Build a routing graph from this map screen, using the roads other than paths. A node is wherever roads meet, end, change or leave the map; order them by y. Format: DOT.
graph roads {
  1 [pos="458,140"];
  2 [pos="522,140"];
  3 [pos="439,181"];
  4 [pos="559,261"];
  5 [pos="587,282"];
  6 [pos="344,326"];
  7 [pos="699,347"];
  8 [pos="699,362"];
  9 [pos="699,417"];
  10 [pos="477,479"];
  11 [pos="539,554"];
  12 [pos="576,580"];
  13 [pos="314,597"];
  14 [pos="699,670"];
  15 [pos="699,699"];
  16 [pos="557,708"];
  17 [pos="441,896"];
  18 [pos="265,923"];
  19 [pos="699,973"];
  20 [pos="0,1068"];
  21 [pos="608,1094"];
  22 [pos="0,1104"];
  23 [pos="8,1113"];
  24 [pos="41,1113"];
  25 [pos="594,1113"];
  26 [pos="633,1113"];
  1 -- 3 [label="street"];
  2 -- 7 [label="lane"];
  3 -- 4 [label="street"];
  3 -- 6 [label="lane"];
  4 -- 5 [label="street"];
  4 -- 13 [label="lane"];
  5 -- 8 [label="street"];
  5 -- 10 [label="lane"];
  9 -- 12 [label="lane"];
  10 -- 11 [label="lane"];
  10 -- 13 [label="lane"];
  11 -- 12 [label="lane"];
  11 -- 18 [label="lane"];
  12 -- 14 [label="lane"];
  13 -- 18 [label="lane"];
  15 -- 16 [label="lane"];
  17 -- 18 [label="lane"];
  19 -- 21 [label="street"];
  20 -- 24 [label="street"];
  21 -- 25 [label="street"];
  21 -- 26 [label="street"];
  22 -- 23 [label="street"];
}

_____

* What this task involves: What is wanted is the complete set of entries, returned verbatim.

* Output for this exercise:
Build a routing graph from this map screen, using the roads other than paths. A node is wherever roads meet, end, change or leave the map; order them by y. Format: DOT.
graph roads {
  1 [pos="458,140"];
  2 [pos="522,140"];
  3 [pos="439,181"];
  4 [pos="559,261"];
  5 [pos="587,282"];
  6 [pos="344,326"];
  7 [pos="699,347"];
  8 [pos="699,362"];
  9 [pos="699,417"];
  10 [pos="477,479"];
  11 [pos="539,554"];
  12 [pos="576,580"];
  13 [pos="314,597"];
  14 [pos="699,670"];
  15 [pos="699,699"];
  16 [pos="557,708"];
  17 [pos="441,896"];
  18 [pos="265,923"];
  19 [pos="699,973"];
  20 [pos="0,1068"];
  21 [pos="608,1094"];
  22 [pos="0,1104"];
  23 [pos="8,1113"];
  24 [pos="41,1113"];
  25 [pos="594,1113"];
  26 [pos="633,1113"];
  1 -- 3 [label="street"];
  2 -- 7 [label="lane"];
  3 -- 4 [label="street"];
  3 -- 6 [label="lane"];
  4 -- 5 [label="street"];
  4 -- 13 [label="lane"];
  5 -- 8 [label="street"];
  5 -- 10 [label="lane"];
  9 -- 12 [label="lane"];
  10 -- 11 [label="lane"];
  10 -- 13 [label="lane"];
  11 -- 12 [label="lane"];
  11 -- 18 [label="lane"];
  12 -- 14 [label="lane"];
  13 -- 18 [label="lane"];
  15 -- 16 [label="lane"];
  17 -- 18 [label="lane"];
  19 -- 21 [label="street"];
  20 -- 24 [label="street"];
  21 -- 25 [label="street"];
  21 -- 26 [label="street"];
  22 -- 23 [label="street"];
}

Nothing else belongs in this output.